# Provided data
• • •

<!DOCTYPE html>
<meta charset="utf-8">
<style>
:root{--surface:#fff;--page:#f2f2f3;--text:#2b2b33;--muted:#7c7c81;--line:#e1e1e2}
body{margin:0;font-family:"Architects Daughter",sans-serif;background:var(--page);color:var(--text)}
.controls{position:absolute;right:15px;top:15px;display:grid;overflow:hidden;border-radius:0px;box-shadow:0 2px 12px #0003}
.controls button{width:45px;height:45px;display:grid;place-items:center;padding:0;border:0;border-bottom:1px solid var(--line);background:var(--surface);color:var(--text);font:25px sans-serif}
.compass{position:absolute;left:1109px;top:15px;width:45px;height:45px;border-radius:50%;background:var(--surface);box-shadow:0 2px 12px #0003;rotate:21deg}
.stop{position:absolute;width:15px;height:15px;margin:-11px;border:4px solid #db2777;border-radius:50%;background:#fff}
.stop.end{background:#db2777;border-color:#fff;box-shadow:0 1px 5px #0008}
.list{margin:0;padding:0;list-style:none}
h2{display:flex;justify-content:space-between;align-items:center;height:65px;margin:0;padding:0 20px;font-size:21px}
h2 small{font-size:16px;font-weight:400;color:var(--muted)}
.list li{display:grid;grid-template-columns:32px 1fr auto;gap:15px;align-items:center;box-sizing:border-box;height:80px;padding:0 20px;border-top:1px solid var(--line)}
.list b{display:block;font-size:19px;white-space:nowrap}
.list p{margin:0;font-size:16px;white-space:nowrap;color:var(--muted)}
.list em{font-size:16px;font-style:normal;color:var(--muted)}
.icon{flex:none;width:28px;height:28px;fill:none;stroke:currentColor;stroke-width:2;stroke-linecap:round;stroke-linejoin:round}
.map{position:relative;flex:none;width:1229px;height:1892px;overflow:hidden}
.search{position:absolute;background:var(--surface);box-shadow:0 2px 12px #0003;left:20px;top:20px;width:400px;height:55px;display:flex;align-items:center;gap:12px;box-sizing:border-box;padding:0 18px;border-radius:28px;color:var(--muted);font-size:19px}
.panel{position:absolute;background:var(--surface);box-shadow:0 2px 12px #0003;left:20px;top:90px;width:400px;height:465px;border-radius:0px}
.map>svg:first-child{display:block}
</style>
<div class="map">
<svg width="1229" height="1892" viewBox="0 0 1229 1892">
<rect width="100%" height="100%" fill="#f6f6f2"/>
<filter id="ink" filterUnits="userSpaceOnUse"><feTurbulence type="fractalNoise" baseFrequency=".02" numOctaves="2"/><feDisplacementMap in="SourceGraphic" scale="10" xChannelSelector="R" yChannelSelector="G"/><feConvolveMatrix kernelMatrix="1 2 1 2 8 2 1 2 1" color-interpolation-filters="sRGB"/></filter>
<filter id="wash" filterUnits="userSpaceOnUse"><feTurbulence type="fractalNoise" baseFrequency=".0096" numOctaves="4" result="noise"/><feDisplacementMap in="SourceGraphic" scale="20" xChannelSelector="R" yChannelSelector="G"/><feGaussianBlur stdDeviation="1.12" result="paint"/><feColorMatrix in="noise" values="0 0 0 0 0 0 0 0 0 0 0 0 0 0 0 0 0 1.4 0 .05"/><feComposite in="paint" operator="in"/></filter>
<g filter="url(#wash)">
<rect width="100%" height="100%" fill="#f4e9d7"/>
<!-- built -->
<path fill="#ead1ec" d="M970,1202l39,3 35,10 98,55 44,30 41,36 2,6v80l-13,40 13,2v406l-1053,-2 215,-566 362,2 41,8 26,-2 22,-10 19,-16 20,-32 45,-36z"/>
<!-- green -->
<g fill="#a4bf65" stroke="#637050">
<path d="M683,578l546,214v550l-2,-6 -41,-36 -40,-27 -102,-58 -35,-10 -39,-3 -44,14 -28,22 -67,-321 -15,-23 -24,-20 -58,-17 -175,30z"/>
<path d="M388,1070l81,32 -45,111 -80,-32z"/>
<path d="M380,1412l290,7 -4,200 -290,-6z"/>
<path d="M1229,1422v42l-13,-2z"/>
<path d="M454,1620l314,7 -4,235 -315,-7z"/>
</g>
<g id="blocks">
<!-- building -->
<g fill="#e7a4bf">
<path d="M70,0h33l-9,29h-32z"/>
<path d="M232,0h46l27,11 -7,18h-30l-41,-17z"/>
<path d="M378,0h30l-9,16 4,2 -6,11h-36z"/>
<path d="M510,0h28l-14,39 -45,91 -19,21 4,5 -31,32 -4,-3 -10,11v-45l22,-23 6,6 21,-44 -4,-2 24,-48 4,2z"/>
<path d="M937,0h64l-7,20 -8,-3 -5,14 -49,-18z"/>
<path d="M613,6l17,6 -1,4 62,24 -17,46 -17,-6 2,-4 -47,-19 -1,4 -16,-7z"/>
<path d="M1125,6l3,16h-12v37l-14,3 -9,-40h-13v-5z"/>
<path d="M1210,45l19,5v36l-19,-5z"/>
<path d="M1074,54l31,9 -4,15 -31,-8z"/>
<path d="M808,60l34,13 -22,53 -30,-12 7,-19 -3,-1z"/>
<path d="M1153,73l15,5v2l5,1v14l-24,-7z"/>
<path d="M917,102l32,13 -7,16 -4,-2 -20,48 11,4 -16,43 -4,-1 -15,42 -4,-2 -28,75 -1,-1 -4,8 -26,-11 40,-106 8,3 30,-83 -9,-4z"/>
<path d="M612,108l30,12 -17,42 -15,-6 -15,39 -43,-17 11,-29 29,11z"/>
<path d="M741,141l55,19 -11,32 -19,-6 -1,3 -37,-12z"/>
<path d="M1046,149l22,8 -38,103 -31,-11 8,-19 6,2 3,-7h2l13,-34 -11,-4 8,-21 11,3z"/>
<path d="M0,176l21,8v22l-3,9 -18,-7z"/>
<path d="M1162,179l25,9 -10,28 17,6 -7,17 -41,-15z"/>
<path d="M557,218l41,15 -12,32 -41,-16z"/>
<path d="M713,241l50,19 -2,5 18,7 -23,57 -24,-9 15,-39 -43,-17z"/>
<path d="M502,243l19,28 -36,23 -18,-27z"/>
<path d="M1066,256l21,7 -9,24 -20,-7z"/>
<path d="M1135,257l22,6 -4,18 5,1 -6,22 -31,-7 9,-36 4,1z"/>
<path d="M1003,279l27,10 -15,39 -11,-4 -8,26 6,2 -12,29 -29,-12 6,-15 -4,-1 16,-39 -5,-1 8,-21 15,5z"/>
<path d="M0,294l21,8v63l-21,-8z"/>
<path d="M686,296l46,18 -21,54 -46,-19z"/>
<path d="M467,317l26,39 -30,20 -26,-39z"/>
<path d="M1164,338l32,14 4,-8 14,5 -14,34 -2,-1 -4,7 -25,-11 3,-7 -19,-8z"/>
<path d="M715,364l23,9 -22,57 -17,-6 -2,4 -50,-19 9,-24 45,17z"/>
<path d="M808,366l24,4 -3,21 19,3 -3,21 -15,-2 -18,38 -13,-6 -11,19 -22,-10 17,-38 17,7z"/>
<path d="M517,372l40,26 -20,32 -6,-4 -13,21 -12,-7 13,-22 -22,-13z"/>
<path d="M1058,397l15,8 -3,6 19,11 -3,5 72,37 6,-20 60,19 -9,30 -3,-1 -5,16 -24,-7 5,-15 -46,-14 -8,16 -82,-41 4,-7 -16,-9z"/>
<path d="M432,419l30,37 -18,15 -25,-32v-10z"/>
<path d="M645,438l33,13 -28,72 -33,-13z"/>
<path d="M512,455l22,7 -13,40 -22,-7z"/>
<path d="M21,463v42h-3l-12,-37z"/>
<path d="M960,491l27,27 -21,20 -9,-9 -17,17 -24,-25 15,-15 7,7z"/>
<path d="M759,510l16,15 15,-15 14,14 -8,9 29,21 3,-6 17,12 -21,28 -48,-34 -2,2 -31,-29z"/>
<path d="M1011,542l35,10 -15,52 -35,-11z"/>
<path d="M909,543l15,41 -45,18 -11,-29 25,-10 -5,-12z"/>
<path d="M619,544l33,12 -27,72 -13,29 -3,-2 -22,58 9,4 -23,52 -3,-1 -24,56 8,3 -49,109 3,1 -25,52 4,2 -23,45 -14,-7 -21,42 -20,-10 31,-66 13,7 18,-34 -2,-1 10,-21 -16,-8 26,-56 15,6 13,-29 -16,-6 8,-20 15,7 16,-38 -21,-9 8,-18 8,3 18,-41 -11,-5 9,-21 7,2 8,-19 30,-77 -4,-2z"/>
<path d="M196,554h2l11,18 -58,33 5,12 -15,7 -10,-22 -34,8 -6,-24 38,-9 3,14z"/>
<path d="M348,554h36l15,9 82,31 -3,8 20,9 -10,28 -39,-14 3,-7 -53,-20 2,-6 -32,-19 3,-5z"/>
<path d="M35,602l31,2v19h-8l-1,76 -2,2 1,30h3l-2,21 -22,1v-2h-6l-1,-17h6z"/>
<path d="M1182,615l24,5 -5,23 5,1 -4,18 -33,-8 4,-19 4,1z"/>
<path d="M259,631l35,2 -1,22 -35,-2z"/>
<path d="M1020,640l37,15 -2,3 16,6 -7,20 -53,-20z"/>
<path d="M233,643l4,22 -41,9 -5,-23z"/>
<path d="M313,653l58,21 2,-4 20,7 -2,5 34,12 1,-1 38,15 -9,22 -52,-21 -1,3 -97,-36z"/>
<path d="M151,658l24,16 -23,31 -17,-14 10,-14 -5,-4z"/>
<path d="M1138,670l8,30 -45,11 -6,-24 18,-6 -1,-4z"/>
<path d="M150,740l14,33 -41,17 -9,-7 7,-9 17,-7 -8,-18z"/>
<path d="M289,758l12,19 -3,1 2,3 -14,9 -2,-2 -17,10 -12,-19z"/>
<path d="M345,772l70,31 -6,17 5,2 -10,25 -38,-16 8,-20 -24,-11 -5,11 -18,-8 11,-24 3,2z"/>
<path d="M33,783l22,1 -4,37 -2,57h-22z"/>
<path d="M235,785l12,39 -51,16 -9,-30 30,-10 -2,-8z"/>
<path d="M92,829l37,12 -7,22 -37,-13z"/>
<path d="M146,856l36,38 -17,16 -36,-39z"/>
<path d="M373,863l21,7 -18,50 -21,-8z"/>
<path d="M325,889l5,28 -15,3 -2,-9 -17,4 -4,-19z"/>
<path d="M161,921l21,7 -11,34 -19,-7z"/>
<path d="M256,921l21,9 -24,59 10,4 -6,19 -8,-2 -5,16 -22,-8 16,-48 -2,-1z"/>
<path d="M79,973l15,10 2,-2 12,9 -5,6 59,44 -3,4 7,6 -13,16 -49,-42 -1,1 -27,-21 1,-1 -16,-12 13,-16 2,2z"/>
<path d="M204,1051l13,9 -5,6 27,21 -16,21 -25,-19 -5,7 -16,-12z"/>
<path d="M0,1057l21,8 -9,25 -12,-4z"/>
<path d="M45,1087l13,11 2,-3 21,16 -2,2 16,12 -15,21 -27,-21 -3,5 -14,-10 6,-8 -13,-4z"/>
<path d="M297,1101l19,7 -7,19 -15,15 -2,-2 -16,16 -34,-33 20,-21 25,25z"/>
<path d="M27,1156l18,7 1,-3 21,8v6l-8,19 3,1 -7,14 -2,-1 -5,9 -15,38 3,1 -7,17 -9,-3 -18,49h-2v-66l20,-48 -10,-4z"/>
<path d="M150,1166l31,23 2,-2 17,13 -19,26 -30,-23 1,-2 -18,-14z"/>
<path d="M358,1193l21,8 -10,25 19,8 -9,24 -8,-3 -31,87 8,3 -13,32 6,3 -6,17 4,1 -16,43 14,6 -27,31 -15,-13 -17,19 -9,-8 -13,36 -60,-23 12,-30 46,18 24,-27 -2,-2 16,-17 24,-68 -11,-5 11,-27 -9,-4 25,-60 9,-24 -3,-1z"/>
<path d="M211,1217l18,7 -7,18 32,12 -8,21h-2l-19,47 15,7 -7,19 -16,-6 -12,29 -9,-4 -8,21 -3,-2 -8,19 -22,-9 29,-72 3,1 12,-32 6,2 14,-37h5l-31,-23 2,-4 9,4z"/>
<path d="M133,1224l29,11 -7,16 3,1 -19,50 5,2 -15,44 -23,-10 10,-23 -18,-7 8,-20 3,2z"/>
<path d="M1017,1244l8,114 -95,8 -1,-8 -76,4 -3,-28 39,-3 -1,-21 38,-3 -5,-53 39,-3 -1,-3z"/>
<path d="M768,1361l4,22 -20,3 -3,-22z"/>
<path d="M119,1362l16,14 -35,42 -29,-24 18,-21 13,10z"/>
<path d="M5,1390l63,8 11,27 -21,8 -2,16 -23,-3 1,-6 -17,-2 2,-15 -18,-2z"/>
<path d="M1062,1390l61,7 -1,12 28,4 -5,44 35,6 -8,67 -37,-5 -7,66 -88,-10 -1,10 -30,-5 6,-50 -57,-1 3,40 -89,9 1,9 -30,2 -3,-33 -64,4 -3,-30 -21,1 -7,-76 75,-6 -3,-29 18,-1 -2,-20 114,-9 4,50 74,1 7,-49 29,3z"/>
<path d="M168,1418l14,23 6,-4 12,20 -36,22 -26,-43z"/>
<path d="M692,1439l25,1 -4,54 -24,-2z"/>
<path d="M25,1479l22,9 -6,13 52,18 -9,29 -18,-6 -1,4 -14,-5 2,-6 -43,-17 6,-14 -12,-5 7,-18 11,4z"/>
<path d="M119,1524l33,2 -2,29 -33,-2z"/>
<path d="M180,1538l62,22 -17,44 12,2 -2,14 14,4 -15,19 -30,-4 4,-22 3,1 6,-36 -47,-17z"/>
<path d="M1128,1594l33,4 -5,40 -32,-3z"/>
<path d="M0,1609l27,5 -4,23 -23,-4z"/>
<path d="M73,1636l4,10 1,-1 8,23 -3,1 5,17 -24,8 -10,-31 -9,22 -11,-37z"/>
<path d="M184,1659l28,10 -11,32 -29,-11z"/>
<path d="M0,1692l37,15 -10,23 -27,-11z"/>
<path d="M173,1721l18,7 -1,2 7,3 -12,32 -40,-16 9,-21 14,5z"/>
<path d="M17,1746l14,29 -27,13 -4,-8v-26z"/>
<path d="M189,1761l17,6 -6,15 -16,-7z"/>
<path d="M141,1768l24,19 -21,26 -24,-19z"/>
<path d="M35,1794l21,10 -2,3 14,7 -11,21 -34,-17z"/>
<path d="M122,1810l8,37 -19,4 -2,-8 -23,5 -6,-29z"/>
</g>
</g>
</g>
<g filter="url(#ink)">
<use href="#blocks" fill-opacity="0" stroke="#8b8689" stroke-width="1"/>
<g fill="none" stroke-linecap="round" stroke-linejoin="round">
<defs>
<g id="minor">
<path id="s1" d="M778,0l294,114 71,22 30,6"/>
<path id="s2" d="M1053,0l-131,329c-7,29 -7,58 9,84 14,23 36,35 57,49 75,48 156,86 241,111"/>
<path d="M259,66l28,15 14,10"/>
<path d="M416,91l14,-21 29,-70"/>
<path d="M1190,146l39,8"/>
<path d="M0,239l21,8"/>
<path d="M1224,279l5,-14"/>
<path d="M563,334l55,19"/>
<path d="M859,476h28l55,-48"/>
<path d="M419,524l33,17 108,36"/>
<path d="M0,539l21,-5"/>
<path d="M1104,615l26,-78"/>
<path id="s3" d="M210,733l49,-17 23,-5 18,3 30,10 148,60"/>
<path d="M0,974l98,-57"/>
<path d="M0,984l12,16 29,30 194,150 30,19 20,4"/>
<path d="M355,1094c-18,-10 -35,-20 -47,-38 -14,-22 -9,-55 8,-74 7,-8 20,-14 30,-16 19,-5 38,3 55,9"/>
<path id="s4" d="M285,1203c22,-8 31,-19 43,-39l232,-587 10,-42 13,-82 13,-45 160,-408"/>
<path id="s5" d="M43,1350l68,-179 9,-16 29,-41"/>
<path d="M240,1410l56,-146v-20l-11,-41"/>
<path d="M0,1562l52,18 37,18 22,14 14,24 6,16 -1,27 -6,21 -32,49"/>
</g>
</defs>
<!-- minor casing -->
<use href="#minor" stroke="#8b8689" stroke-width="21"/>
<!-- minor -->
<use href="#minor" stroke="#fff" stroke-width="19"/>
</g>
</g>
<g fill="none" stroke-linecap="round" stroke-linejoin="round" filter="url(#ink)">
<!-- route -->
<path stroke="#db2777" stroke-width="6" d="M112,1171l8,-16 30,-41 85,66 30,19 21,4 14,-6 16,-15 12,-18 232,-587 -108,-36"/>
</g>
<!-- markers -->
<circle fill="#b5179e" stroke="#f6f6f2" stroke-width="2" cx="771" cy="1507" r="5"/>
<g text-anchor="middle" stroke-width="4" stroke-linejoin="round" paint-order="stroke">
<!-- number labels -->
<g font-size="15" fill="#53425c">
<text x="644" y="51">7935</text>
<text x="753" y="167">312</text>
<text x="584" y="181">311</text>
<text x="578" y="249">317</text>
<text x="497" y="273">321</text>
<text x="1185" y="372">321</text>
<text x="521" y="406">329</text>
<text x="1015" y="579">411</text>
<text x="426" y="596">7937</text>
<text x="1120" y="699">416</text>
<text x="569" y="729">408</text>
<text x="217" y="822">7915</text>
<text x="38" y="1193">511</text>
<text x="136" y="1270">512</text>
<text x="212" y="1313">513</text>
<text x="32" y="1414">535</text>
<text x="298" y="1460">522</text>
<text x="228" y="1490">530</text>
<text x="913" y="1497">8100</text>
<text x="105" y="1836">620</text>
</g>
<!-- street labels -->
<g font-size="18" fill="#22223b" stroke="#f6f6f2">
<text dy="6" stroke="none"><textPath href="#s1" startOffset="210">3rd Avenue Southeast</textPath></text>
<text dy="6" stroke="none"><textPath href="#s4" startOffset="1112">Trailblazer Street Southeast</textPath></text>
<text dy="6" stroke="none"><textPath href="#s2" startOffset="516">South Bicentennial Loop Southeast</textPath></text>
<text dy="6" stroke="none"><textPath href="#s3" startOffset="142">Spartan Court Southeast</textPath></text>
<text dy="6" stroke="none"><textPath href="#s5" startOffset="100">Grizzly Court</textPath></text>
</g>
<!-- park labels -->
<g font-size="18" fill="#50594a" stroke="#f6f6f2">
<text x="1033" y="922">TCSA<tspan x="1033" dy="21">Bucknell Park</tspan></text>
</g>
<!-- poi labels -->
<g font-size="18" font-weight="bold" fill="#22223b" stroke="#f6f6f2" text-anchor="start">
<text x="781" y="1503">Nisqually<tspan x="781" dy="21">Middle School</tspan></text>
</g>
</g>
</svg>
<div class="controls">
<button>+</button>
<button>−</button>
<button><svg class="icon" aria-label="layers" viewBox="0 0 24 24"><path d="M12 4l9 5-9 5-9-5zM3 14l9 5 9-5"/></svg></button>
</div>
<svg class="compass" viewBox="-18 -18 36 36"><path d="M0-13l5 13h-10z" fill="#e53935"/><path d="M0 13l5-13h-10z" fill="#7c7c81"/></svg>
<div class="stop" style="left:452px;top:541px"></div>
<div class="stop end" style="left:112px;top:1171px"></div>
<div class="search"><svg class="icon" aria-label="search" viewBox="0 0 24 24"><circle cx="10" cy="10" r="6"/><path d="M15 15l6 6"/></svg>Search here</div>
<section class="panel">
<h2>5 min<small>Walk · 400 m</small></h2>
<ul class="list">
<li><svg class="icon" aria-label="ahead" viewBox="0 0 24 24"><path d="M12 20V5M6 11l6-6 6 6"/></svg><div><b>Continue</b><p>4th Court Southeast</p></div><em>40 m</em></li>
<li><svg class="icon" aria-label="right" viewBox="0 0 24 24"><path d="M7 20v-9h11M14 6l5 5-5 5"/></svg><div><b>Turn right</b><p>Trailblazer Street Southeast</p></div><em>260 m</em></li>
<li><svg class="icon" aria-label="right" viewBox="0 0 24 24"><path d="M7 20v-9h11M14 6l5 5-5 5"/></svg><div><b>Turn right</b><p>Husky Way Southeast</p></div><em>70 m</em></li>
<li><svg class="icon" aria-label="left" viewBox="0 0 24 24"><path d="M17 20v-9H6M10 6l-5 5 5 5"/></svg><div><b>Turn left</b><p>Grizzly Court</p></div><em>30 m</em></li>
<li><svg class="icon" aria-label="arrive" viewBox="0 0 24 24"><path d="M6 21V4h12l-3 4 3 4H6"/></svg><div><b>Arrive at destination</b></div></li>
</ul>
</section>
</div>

• • •

# Problem requirements
Pick out each line in the material containing "nowrap".

# Written response
.list b{display:block;font-size:19px;white-space:nowrap}
.list p{margin:0;font-size:16px;white-space:nowrap;color:var(--muted)}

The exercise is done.